-- Data section follows --

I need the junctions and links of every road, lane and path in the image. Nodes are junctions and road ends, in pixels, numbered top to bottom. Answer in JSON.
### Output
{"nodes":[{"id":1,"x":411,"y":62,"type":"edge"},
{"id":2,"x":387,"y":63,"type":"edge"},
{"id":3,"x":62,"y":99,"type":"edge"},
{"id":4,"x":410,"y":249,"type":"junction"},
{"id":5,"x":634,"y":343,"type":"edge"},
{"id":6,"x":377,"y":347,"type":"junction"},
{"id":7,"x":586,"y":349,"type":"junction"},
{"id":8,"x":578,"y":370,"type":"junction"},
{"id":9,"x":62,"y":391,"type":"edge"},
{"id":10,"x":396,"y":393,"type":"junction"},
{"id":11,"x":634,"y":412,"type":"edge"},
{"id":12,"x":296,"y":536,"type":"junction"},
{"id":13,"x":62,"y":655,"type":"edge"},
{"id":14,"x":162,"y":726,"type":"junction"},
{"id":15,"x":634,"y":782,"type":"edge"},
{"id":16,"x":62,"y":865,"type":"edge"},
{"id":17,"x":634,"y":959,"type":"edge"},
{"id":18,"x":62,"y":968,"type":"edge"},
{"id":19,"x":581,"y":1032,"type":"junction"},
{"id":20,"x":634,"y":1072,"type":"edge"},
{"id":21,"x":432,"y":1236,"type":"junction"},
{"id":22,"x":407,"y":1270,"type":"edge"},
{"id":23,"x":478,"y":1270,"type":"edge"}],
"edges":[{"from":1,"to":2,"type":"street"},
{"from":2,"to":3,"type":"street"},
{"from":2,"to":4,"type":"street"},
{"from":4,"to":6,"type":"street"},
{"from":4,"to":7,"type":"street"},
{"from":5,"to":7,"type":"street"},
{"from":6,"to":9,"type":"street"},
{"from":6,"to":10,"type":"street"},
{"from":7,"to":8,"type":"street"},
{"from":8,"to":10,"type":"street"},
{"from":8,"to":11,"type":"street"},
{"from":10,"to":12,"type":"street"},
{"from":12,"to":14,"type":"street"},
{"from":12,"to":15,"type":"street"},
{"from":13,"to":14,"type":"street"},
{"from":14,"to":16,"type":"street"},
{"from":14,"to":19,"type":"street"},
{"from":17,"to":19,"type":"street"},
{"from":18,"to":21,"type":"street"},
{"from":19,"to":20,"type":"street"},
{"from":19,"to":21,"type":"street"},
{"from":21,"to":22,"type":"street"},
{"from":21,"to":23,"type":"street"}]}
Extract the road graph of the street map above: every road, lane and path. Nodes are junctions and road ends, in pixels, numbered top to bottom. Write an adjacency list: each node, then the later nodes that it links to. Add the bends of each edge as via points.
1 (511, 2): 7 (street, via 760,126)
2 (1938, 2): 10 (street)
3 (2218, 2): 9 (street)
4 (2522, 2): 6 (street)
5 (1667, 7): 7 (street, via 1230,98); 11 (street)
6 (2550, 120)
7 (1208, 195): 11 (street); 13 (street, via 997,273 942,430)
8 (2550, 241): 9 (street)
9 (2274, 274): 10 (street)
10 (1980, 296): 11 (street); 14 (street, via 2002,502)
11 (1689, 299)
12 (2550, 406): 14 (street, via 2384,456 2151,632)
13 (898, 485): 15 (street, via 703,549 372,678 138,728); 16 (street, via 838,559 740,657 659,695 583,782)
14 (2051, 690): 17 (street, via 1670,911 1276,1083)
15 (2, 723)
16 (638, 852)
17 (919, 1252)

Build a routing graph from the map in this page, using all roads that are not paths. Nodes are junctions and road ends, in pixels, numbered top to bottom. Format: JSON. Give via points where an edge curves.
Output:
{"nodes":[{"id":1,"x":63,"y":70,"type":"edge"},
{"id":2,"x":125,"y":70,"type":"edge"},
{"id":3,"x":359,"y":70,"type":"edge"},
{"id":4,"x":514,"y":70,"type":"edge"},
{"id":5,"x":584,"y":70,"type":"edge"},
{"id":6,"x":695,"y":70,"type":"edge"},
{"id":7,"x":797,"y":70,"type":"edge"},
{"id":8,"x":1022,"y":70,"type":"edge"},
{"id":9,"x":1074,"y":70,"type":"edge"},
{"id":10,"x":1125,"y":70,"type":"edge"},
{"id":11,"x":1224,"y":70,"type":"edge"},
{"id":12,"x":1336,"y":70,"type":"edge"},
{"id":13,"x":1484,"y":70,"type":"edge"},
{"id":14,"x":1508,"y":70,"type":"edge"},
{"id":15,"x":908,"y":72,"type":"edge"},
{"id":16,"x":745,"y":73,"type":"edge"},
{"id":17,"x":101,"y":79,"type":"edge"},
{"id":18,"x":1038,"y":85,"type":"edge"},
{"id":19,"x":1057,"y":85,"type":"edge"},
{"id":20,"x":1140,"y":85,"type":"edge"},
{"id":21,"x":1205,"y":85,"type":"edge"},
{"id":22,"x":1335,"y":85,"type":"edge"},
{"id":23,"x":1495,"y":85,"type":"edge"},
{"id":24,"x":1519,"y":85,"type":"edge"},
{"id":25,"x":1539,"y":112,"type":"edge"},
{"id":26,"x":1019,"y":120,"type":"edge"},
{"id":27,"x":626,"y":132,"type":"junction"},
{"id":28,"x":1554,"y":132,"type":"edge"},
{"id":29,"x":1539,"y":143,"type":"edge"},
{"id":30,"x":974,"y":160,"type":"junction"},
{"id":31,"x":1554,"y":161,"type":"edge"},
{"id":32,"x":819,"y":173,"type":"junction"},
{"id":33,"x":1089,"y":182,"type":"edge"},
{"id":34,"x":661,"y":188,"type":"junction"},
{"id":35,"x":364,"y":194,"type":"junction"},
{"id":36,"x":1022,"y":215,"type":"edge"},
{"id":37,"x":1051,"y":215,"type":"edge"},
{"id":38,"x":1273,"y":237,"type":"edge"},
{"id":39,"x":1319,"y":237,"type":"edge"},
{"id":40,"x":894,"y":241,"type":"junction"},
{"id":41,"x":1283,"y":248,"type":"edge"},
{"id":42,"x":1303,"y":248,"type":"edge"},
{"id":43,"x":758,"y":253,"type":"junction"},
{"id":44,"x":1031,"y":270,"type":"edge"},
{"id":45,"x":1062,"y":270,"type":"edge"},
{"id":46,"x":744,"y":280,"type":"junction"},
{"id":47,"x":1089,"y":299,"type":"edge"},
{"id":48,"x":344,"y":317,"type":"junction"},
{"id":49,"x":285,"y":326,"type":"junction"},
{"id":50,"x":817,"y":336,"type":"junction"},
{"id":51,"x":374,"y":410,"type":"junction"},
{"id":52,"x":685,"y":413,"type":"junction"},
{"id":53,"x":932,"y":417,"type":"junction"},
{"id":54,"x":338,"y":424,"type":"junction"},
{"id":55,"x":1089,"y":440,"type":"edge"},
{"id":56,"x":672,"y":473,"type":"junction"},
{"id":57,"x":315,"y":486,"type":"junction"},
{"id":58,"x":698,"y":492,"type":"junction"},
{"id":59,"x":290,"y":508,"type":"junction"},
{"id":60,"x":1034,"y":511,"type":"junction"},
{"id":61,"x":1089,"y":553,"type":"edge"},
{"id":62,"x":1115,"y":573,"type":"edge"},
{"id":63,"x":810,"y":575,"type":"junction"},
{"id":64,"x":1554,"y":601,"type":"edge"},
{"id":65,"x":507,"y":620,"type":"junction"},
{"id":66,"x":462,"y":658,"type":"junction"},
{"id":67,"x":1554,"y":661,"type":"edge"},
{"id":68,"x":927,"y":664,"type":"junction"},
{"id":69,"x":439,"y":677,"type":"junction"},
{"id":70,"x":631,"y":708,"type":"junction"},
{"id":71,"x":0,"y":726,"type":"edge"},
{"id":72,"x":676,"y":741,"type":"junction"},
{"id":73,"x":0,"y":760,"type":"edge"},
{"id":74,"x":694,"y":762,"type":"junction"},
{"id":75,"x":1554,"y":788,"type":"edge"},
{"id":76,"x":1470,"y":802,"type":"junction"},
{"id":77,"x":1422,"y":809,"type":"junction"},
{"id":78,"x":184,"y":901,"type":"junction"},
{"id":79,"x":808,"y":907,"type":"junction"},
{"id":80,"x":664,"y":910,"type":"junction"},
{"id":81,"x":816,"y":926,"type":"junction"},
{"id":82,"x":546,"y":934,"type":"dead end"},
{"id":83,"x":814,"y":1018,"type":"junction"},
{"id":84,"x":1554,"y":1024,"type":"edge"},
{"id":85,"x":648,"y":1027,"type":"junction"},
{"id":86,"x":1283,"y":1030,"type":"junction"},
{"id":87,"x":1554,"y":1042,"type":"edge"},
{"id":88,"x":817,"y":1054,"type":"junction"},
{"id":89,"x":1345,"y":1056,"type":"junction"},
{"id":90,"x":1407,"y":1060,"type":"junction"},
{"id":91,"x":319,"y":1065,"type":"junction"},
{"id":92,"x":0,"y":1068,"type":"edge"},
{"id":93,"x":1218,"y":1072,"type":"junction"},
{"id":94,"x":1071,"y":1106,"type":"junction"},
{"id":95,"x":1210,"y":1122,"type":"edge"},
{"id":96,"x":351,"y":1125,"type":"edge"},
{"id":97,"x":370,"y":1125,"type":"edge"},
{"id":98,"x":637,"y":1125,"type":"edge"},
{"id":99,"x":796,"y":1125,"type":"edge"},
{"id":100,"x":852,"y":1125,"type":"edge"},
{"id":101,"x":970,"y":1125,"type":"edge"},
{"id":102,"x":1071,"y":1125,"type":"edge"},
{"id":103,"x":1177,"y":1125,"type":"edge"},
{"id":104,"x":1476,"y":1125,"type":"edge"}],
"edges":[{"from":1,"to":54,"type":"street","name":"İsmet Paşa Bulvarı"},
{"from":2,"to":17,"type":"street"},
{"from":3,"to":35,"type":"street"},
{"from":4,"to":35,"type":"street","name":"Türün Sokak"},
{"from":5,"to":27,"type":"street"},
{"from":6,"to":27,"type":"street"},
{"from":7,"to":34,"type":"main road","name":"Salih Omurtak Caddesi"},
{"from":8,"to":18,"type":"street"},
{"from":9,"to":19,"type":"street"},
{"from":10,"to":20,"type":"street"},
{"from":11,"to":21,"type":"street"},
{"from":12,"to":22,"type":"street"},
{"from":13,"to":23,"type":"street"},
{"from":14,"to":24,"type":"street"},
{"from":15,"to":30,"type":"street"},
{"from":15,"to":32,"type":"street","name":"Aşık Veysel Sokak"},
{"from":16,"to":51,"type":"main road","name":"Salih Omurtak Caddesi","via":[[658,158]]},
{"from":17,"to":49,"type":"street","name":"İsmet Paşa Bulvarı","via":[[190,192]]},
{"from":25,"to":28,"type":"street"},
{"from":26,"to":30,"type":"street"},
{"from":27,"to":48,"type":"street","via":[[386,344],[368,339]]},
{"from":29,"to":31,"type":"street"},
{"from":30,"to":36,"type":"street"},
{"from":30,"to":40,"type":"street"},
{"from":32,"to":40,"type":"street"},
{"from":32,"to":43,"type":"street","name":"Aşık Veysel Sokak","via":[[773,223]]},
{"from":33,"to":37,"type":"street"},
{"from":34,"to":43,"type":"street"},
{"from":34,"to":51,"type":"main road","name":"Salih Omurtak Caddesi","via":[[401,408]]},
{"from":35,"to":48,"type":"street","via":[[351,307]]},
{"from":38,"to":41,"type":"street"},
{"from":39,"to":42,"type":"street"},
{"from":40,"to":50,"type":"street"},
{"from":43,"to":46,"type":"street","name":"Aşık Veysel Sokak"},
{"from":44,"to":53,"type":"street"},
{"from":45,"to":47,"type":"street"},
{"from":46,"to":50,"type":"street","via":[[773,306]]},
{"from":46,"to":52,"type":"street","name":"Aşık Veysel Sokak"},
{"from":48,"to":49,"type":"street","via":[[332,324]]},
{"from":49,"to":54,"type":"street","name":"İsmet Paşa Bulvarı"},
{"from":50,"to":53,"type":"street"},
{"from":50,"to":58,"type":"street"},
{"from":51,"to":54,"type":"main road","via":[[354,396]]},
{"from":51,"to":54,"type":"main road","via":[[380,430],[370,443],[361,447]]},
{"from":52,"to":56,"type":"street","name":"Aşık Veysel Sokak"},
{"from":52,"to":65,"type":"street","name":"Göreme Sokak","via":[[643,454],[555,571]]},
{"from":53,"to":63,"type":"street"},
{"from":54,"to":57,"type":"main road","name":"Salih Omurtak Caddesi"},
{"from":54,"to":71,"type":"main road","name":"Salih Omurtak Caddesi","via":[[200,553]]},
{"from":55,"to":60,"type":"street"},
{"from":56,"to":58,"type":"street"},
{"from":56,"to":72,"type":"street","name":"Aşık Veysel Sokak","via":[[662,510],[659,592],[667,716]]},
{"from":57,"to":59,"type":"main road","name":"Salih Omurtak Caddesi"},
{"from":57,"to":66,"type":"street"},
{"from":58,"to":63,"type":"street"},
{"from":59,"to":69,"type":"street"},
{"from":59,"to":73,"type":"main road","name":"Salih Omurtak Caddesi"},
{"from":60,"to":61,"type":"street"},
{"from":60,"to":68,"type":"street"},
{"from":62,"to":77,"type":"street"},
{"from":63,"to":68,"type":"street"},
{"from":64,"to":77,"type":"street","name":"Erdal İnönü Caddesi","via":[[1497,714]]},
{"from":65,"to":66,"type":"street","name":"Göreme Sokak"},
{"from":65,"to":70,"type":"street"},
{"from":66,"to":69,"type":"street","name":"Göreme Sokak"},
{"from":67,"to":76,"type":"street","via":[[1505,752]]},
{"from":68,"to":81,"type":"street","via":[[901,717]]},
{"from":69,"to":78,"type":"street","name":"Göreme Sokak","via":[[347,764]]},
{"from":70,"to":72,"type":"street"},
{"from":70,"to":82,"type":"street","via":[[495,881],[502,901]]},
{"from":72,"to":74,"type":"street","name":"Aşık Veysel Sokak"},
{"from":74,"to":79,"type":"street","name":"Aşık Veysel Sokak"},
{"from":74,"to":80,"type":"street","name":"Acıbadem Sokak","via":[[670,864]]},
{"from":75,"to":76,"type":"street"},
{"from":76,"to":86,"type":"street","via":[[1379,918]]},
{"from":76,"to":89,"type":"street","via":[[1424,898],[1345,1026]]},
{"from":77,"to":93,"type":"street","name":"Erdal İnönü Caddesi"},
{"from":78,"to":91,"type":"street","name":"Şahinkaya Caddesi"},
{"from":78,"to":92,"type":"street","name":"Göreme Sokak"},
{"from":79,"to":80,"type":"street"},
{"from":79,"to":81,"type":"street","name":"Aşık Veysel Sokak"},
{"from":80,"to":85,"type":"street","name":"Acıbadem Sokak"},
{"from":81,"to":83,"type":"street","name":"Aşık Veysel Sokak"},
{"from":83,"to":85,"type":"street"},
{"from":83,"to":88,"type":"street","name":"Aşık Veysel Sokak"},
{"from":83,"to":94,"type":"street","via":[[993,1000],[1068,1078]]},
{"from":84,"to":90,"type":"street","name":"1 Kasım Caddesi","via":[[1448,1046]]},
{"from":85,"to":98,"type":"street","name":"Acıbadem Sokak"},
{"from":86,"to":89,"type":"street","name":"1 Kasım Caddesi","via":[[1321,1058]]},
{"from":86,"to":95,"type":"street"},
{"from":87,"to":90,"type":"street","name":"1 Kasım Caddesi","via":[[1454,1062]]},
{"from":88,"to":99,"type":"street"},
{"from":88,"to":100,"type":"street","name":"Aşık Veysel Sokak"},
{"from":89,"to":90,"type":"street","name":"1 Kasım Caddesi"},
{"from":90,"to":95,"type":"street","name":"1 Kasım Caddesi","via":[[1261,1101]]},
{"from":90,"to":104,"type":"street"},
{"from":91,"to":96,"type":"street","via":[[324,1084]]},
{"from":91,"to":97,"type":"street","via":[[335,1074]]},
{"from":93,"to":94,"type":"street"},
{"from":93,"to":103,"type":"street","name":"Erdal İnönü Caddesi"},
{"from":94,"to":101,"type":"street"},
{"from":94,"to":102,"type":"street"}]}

-- Data section concluded --

Task statement:
Your answer should consist of the lines from the line with "Extract the road" to the line with "Build a routing" above, repeated exactly, both ends included.

Response to this task:
Extract the road graph of the street map above: every road, lane and path. Nodes are junctions and road ends, in pixels, numbered top to bottom. Write an adjacency list: each node, then the later nodes that it links to. Add the bends of each edge as via points.
1 (511, 2): 7 (street, via 760,126)
2 (1938, 2): 10 (street)
3 (2218, 2): 9 (street)
4 (2522, 2): 6 (street)
5 (1667, 7): 7 (street, via 1230,98); 11 (street)
6 (2550, 120)
7 (1208, 195): 11 (street); 13 (street, via 997,273 942,430)
8 (2550, 241): 9 (street)
9 (2274, 274): 10 (street)
10 (1980, 296): 11 (street); 14 (street, via 2002,502)
11 (1689, 299)
12 (2550, 406): 14 (street, via 2384,456 2151,632)
13 (898, 485): 15 (street, via 703,549 372,678 138,728); 16 (street, via 838,559 740,657 659,695 583,782)
14 (2051, 690): 17 (street, via 1670,911 1276,1083)
15 (2, 723)
16 (638, 852)
17 (919, 1252)

Build a routing graph from the map in this page, using all roads that are not paths. Nodes are junctions and road ends, in pixels, numbered top to bottom. Format: JSON. Give via points where an edge curves.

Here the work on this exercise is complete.